The Richard Jewell story haunted Scruggs for the rest of her life. “She was never at peace or at rest with this story,” Mike Kiss, one of her editors, once said. “It haunted her until her last breath. It crushed her like a junebug on the sidewalk.” Perhaps she regretted not having done more research before deciding to publish. How simple, how basic it would have been to have simply gone to the scene of the crime and marked the distance between the bomb, where Jewell was, and the pay phone. Scruggs is not the protagonist in Richard Jewell, but in making her a devil in blue dress, Eastwood and screenwriter Billy Ray have missed an opportunity. There is drama in a would-be villain who has a change of heart, a theme that worked well in the female journalist in the film Shattered Glass. Having Scruggs wrestle with her conscience and soul-search would have made her a more compelling character. She also could have served as a symbol of the transition from one form of journalism to another—from the kind of responsible reporting that made her slow down long enough in 1996 to realize Jewell could not have been the bomber, to the modern age of death by a thousand Twitter accusations.

Richard Jewell is a powerful film that is sharply acted and well directed. It is a valuable indictment of the liberal media. Yet as drama it loses something by dehumanizing Kathy Scruggs in much the way the mainstream media dehumanizes people like Richard Jewell. Jewell here is seen as a full human being—funny, shy, at times full of himself, both brave and insecure. By all accounts, Kathy Scruggs had a conscience—a conscience that bothered her about how her initial story about Jewell became fuel for the media’s Two Minutes Hate machine. Showing this doubt in all its ambiguity would have shifted some of the blame from Scruggs—who had two sources for her initial report—to where it belongs, namely CNN and the other media outlets who took Scruggs’s reporting and ran with it.
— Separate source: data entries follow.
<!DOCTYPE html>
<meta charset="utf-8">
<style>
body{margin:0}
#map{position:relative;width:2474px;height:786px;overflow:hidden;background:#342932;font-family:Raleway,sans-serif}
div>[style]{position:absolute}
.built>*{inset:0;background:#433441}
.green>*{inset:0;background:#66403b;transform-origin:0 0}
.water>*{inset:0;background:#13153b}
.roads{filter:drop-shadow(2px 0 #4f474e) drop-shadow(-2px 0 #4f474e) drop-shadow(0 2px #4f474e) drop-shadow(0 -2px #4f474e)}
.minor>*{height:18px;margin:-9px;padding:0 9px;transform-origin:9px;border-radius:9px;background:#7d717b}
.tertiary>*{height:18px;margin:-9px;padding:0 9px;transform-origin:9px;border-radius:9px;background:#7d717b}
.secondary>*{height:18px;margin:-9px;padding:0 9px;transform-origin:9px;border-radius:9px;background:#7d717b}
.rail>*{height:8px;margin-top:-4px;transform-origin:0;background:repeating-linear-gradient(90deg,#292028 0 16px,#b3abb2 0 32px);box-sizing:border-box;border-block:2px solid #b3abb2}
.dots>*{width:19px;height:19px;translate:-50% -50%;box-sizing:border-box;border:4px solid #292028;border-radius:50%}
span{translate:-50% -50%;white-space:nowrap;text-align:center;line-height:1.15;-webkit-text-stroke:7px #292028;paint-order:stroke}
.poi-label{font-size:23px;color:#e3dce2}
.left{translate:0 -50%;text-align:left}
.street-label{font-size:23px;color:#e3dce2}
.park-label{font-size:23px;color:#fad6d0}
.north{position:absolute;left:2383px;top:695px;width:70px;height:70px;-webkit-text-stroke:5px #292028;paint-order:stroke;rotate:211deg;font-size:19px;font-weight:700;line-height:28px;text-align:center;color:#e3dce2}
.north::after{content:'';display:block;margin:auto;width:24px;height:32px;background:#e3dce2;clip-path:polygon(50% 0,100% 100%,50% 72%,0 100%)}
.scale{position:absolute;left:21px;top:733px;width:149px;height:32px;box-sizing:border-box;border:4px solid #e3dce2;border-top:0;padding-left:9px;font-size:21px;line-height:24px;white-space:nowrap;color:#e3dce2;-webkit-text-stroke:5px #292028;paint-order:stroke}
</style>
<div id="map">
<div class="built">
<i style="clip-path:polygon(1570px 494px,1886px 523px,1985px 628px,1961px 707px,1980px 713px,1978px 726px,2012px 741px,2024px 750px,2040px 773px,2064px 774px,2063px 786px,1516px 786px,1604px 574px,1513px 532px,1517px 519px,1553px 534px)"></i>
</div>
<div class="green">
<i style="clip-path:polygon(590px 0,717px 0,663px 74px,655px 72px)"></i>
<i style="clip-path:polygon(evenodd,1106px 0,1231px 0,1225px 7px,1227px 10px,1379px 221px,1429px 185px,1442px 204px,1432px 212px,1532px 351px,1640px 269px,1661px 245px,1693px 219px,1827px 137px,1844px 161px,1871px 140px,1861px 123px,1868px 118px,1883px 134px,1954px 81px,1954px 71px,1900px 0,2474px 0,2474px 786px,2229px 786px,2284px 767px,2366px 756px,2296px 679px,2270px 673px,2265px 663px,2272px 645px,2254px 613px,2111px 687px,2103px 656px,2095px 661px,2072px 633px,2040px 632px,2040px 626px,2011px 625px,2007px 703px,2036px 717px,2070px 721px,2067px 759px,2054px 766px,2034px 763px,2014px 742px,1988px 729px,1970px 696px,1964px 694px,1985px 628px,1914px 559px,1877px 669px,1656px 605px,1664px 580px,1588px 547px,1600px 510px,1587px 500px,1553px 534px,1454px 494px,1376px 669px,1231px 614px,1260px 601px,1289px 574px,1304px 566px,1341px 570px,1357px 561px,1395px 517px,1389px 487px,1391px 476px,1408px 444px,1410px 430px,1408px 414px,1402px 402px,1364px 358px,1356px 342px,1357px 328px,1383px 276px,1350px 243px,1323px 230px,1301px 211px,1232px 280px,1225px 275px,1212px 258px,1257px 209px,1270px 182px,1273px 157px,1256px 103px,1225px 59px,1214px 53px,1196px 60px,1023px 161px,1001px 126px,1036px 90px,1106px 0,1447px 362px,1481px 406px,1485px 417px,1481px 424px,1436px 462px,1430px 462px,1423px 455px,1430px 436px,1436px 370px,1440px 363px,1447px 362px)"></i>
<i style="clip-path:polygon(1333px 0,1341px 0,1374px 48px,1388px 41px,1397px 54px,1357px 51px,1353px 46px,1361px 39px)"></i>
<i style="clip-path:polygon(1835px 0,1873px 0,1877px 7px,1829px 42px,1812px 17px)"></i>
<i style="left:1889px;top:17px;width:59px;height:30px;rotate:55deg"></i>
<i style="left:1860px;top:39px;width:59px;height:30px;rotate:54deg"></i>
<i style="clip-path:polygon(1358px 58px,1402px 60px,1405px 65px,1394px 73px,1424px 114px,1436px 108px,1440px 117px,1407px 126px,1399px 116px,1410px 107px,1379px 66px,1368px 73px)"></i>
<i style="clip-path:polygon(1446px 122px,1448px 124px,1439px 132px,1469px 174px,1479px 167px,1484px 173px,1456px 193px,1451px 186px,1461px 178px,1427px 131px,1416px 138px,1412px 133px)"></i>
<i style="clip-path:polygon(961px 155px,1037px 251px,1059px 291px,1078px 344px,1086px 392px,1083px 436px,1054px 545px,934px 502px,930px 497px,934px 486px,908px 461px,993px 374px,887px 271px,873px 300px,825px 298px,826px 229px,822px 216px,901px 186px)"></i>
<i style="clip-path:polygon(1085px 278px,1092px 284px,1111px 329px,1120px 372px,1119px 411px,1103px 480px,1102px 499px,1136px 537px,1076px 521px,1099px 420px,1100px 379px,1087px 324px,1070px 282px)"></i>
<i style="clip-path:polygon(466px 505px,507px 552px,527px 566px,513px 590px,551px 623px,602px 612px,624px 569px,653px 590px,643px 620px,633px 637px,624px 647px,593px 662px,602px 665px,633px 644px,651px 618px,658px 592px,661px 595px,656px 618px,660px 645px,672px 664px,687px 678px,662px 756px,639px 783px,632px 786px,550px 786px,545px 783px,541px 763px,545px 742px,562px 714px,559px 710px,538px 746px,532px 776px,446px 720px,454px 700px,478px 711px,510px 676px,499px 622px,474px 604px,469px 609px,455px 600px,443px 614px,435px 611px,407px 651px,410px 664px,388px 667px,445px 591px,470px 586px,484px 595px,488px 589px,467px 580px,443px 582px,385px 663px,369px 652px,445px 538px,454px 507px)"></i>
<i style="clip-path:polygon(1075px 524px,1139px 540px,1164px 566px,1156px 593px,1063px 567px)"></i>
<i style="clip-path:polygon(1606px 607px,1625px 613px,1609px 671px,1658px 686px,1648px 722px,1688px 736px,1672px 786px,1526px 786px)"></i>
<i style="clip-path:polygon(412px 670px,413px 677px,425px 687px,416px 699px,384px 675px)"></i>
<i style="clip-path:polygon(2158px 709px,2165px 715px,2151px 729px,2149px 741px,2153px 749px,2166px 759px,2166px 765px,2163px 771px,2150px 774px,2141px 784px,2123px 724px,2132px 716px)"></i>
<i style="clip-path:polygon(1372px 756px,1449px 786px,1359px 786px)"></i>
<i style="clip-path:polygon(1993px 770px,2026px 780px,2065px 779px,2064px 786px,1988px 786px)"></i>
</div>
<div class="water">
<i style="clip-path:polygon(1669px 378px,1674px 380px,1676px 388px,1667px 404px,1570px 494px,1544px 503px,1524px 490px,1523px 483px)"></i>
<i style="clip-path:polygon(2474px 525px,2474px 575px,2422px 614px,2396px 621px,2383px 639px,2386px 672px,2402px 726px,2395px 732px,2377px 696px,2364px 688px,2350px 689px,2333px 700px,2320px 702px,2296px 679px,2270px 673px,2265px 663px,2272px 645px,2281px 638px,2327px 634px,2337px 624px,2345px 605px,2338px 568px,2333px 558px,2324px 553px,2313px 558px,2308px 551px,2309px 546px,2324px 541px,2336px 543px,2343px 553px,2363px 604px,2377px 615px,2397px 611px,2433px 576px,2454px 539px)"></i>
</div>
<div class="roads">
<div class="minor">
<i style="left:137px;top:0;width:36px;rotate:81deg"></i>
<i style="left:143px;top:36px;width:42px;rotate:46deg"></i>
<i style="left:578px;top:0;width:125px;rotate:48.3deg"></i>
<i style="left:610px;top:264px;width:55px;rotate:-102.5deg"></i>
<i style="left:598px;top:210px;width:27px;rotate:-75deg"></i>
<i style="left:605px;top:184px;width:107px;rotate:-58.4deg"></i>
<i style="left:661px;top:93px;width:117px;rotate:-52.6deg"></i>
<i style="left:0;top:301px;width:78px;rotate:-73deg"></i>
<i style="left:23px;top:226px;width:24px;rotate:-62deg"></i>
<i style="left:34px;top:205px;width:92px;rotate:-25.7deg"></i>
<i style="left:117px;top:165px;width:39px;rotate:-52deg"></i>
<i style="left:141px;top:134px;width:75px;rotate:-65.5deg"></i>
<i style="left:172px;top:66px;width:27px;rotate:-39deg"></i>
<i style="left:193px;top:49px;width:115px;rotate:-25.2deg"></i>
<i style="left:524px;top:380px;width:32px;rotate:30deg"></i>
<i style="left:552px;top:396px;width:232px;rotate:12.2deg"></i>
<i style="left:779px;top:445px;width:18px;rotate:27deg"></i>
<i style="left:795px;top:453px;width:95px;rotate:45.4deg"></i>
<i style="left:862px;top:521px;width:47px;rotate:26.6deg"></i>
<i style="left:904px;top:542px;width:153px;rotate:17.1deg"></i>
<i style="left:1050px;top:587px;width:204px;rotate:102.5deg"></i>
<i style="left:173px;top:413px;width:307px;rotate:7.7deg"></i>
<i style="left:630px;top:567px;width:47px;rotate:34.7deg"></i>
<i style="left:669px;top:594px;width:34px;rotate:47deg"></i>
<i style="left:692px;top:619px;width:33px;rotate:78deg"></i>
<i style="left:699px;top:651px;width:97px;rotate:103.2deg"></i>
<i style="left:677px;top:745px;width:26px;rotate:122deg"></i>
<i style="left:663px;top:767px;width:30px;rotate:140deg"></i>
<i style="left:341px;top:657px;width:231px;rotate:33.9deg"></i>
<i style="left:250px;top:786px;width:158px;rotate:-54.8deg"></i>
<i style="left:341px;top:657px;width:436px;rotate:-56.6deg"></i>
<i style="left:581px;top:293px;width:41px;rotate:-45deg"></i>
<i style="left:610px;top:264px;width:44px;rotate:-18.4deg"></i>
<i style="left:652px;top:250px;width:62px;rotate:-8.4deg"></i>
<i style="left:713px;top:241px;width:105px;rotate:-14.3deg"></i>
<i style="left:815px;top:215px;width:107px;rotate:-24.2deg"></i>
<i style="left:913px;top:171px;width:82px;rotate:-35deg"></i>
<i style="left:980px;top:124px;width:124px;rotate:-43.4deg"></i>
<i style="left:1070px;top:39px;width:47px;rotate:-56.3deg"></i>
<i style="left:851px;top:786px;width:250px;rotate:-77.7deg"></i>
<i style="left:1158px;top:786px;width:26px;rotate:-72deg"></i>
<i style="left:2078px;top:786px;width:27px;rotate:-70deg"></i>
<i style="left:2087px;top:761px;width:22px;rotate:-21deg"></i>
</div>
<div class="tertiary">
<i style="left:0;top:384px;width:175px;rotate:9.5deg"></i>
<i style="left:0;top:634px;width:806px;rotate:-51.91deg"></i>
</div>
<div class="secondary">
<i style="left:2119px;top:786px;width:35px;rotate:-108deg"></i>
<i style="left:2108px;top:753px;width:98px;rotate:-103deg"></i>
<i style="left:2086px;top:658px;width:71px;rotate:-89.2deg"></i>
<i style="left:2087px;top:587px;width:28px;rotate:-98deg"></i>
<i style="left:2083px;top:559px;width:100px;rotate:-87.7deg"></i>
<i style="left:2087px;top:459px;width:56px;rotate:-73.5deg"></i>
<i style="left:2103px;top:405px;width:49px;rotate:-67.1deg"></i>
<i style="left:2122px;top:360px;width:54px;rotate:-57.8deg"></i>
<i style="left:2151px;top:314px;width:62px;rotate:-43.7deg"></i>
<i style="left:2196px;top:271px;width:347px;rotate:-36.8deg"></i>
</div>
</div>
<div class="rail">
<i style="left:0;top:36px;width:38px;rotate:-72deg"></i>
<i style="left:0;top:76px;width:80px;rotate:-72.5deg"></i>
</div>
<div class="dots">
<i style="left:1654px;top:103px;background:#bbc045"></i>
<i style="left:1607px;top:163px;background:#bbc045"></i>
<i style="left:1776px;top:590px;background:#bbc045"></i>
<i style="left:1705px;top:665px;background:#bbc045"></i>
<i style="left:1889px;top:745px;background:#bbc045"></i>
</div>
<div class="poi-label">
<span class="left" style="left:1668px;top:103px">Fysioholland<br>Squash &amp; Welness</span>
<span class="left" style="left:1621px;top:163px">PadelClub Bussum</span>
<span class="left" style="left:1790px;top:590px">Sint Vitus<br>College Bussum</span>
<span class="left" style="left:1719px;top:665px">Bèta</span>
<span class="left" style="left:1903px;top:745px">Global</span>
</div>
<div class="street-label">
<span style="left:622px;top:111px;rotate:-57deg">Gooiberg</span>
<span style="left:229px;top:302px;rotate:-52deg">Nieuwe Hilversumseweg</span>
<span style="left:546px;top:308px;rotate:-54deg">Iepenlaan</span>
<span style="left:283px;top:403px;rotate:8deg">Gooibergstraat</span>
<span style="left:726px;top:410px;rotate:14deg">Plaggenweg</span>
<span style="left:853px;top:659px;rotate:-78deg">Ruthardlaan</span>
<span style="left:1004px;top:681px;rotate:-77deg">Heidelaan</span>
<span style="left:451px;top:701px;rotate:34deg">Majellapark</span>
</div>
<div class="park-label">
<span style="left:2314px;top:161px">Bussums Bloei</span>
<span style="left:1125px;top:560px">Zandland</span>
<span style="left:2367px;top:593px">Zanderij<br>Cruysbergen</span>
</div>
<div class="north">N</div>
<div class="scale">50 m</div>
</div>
The major networks outdid her by digging into Jewell’s every idiosyncrasy and oddball friends and then citing those quirks as proof of guilt. One CNN producer even recently apologized for his role in the fiasco. “Jewell might have been the first victim of the 24-hour cable news cycle.” Henry Schuster observed. “He went from hero to villain in less than three days. Jewell was working security in Centennial Olympic Park when he discovered a backpack containing a bomb and alerted law enforcement. The bomb exploded, and soon, so did his life, after the FBI decided he was the suspect and the media piled on.”